Coffee culture aside, there are other barriers for roasters looking to expand their operations in Europe. Language is one of them – a different approach is required to expand between neighboring countries that may be smaller in size than US states. There are also differences in currencies.
Additionally, the U.S. as a whole provides greater access to capital markets, venture capital funding, and investment opportunities that can support scaling a coffee roasting business. In contrast, obtaining funding that can help a roaster expand its reach overseas is often perceived as a more difficult task in European countries.
Ultimately, the fragmented structure of the coffee market in Europe not only poses a challenge when trying to attract such a large and diverse audience, but operational differences such as these make expansion across the continent a costly endeavor. A culturally sensitive approach to expansion that takes into account what is important to consumers in each country can, however, lead to positive results.
Europe’s heterogeneous structure may seem like a challenge for roasters looking to scale internationally, especially compared to the relatively unified regulatory framework of the United States.
“The fact that Europe is made up of many countries and the US is made up of one country makes it easier for roasters in the US to expand state by state than for roasters in Europe to do the same across national borders,” says Ola.

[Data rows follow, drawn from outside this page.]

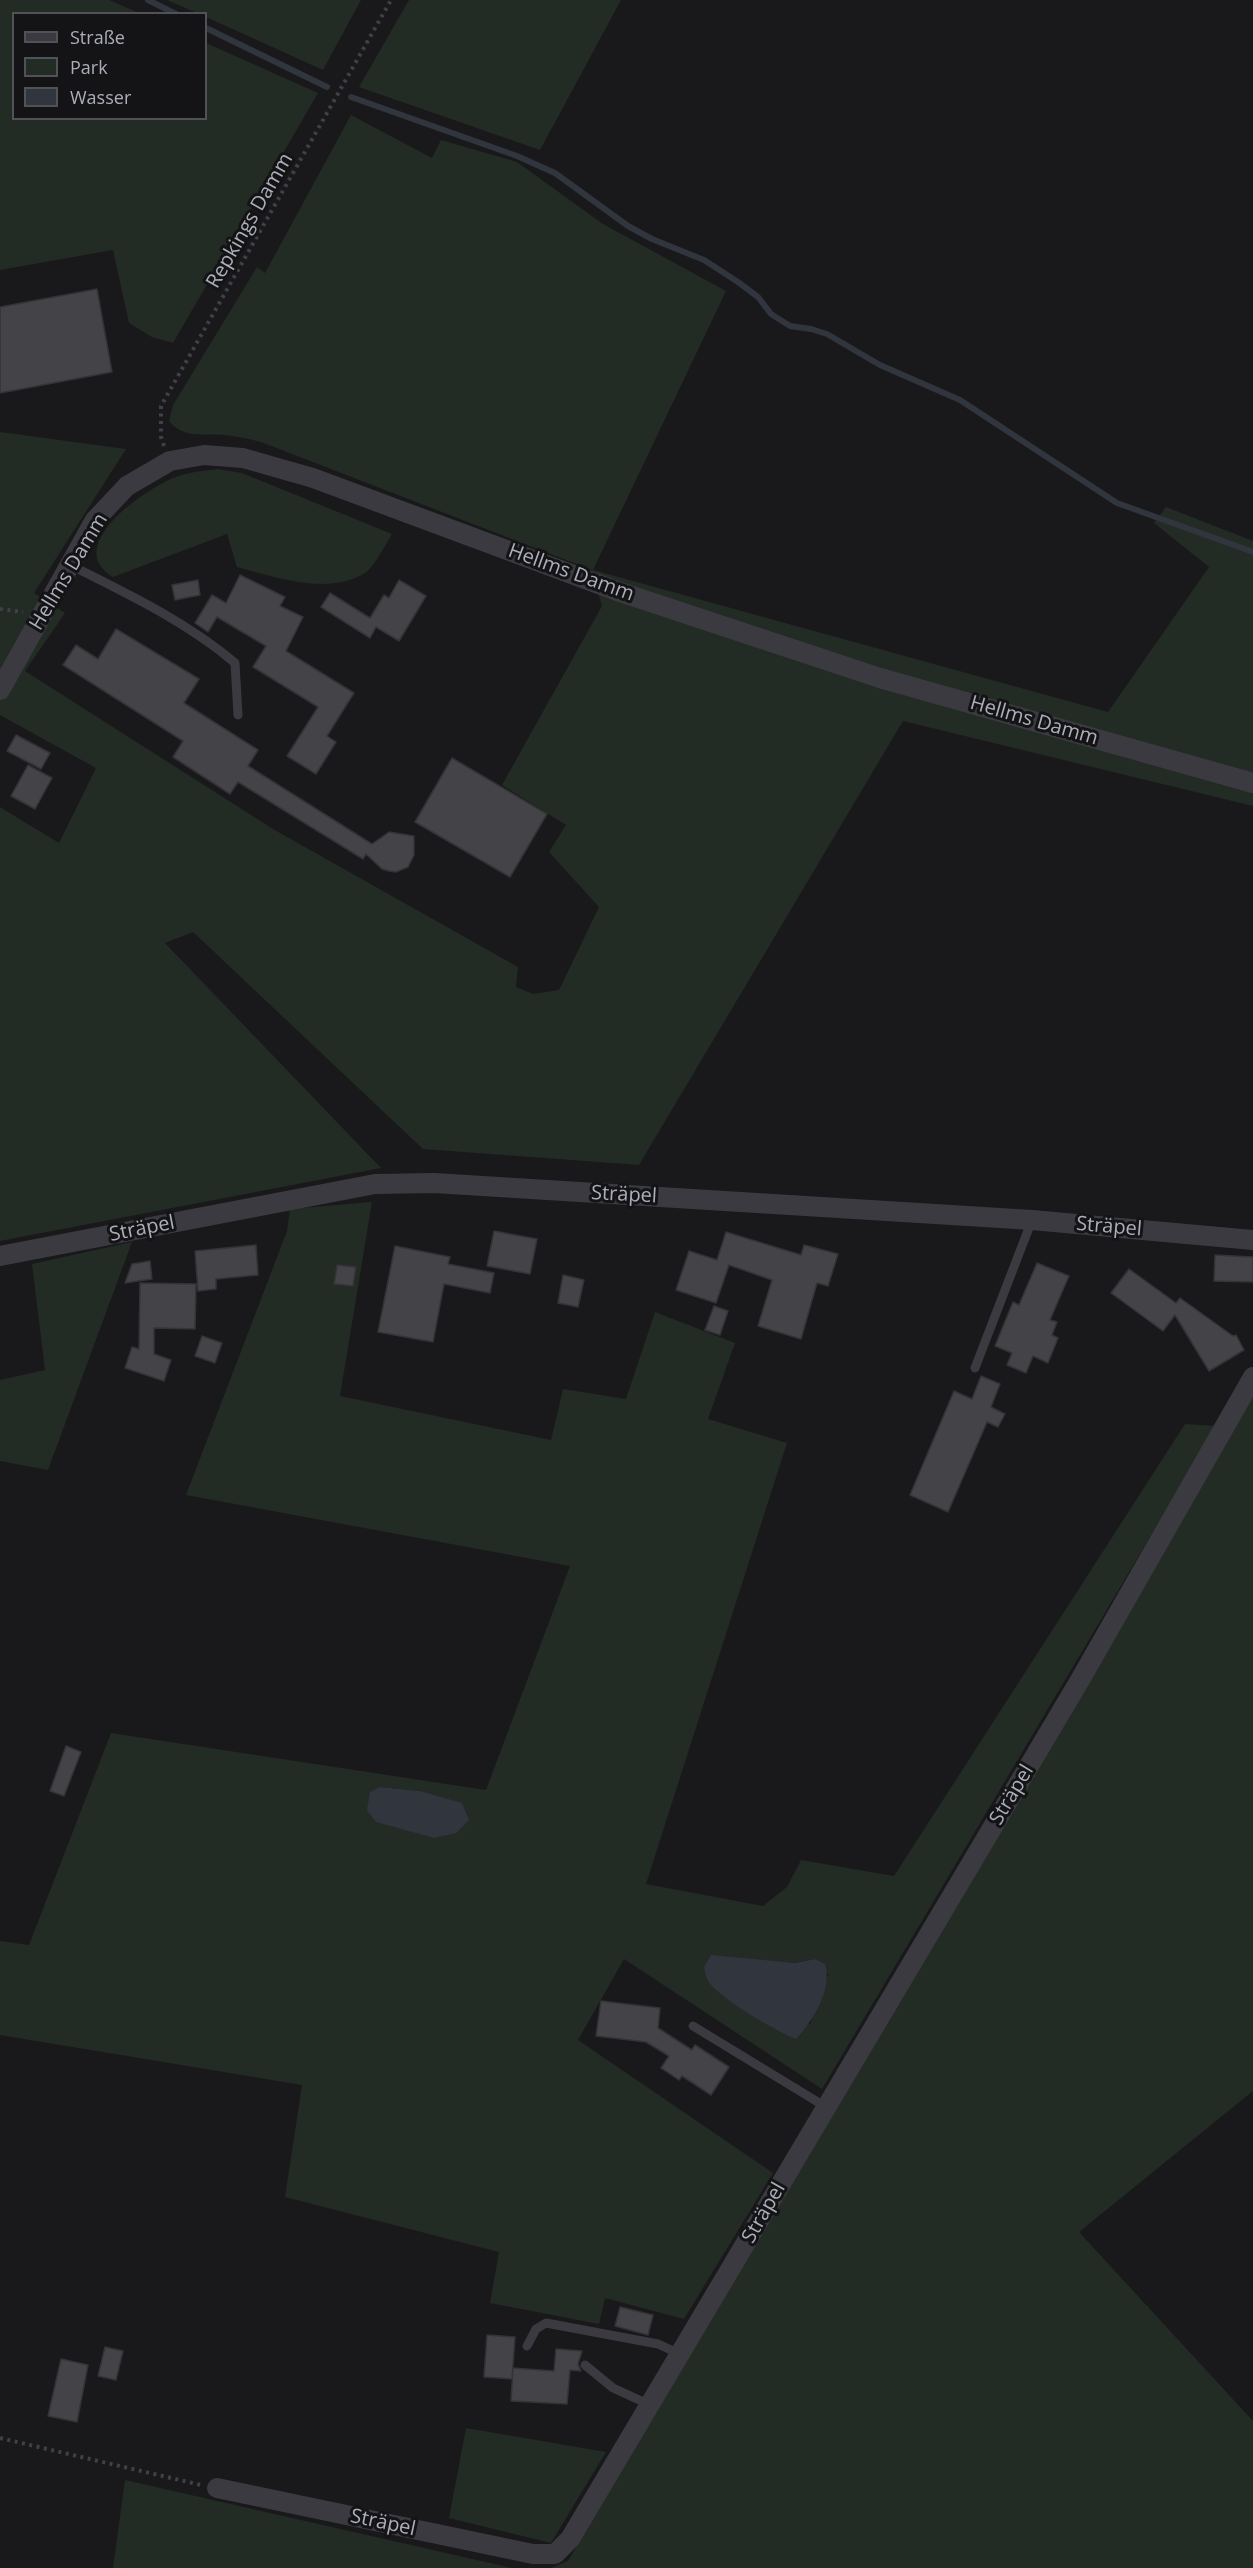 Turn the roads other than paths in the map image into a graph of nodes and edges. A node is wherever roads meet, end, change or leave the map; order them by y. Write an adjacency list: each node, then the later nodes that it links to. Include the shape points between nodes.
1 (70, 565): 2 (street, Hellms Damm); 3 (lane, via 169,618 217,647 235,663); 4 (street, Hellms Damm, via 95,520 127,486 170,461 204,454 243,458 313,478 617,591 880,678)
2 (0, 690)
3 (238, 715)
4 (1253, 783)
5 (1032, 1220): 6 (street, Sträpel); 7 (street, Sträpel, via 446,1184 375,1185); 8 (lane)
6 (1253, 1240)
7 (0, 1256)
8 (975, 1368)
9 (1253, 1377): 11 (street, Sträpel, via 1080,1680)
10 (693, 2026): 11 (lane)
11 (826, 2107): 13 (street, Sträpel)
12 (527, 2346): 13 (lane, via 536,2329 546,2323 658,2344)
13 (680, 2354): 15 (street, Sträpel)
14 (585, 2365): 15 (lane, via 613,2388)
15 (648, 2404): 16 (street, Sträpel, via 570,2539 555,2554 533,2554)
16 (217, 2488)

Although there are federal and state regulations, they are generally perceived as simpler compared to the variety of laws in various European countries. And while the European Union can create a relatively consistent regulatory environment for roasters looking to scale, this is far from eliminating the variability between different countries.
For example, VAT rates, excise duties and other tax-related issues vary from country to country within Europe, affecting the pricing and financial planning of coffee roasters looking to expand across the continent.
Likewise, environmental regulations, labeling, food safety, and health and safety regulations vary depending on the country in which a business chooses to operate. For example, the Working Time Directive in France, Germany and Spain states that employees are entitled to minimum daily and weekly breaks with a maximum of 48 hours per week. In contrast, the UK allows employees to opt out by allowing them to work longer. This has implications for how a roasting business manages its staff and associated costs.
In addition, enforcement practices and penalties for non-compliance with health and safety standards vary widely. France, for example, sends thousands of cases to prosecutors every year, with high levels of fines and prison sentences for violations. In contrast, the UK’s OSHA prosecutes fewer violations but with a high conviction rate, and fines in Germany can reach up to €500,000 for willful violations.
This is just the tip of the iceberg in terms of regulatory differences between the UK and other European countries. Brexit has also been a significant setback for roasters looking to expand into one of Europe’s largest consumer markets. This type of logistical and regulatory schism differs significantly from the US, where federal regulation provides a much more unified framework.
Ultimately, Europe is a multifaceted and fragmented market that presents many scaling challenges for roasters. But it’s also the largest market with perhaps the richest history of coffee and the most consistent demand, making it a worthwhile effort to enter – no matter the challenges.